**Work order:**
Look at each line of the listing. Copy those that hold the string "paths".

**Data under study:**
-*-*-
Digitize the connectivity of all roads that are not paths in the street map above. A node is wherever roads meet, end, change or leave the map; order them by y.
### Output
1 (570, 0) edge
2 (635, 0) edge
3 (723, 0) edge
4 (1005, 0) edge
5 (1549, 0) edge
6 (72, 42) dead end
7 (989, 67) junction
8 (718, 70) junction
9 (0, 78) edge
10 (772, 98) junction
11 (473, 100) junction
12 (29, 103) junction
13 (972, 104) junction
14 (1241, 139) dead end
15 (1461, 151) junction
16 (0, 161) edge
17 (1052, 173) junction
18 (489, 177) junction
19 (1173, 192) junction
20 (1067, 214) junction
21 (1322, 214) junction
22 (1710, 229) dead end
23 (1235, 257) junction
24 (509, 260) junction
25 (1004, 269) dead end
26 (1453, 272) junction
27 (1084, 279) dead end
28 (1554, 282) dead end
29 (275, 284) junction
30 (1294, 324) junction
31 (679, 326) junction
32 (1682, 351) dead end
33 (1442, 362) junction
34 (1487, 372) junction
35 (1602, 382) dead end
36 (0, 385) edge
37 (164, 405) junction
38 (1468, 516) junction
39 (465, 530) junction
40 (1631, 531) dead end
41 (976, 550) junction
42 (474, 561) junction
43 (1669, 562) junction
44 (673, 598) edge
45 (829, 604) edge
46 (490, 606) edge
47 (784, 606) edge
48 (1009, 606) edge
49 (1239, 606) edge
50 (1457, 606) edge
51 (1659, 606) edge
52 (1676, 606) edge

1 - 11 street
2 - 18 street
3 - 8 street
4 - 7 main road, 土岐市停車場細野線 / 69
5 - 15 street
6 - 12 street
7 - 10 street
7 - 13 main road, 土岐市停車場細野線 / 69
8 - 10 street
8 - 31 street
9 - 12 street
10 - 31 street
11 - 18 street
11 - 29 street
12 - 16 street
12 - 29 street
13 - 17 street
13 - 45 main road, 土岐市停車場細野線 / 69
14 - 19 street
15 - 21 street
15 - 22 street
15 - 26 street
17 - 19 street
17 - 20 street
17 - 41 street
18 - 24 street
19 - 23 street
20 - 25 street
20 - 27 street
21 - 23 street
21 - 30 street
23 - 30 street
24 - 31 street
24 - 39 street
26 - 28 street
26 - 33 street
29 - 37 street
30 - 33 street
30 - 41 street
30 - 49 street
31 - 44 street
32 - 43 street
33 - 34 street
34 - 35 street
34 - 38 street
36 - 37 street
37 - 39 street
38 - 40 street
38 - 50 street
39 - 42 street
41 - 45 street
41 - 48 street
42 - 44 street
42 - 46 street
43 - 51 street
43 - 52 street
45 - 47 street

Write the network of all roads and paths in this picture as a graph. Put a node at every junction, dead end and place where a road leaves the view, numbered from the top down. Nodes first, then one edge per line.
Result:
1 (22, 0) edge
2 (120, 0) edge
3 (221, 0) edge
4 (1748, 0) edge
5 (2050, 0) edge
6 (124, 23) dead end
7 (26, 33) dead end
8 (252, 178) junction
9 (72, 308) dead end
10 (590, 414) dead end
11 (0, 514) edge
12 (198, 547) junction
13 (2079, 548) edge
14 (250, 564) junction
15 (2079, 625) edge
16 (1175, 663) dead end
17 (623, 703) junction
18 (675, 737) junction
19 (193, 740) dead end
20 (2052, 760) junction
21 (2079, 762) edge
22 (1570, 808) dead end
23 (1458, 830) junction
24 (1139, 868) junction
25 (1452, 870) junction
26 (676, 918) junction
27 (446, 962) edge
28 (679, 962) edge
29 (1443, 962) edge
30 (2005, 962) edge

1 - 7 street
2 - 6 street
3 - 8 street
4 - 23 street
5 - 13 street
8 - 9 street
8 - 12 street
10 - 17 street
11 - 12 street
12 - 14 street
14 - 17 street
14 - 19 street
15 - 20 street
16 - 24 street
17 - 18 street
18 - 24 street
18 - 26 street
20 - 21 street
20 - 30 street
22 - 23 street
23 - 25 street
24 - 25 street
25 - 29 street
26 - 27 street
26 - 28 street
-*-*-
**Result:**
Digitize the connectivity of all roads that are not paths in the street map above. A node is wherever roads meet, end, change or leave the map; order them by y.
Write the network of all roads and paths in this picture as a graph. Put a node at every junction, dead end and place where a road leaves the view, numbered from the top down. Nodes first, then one edge per line.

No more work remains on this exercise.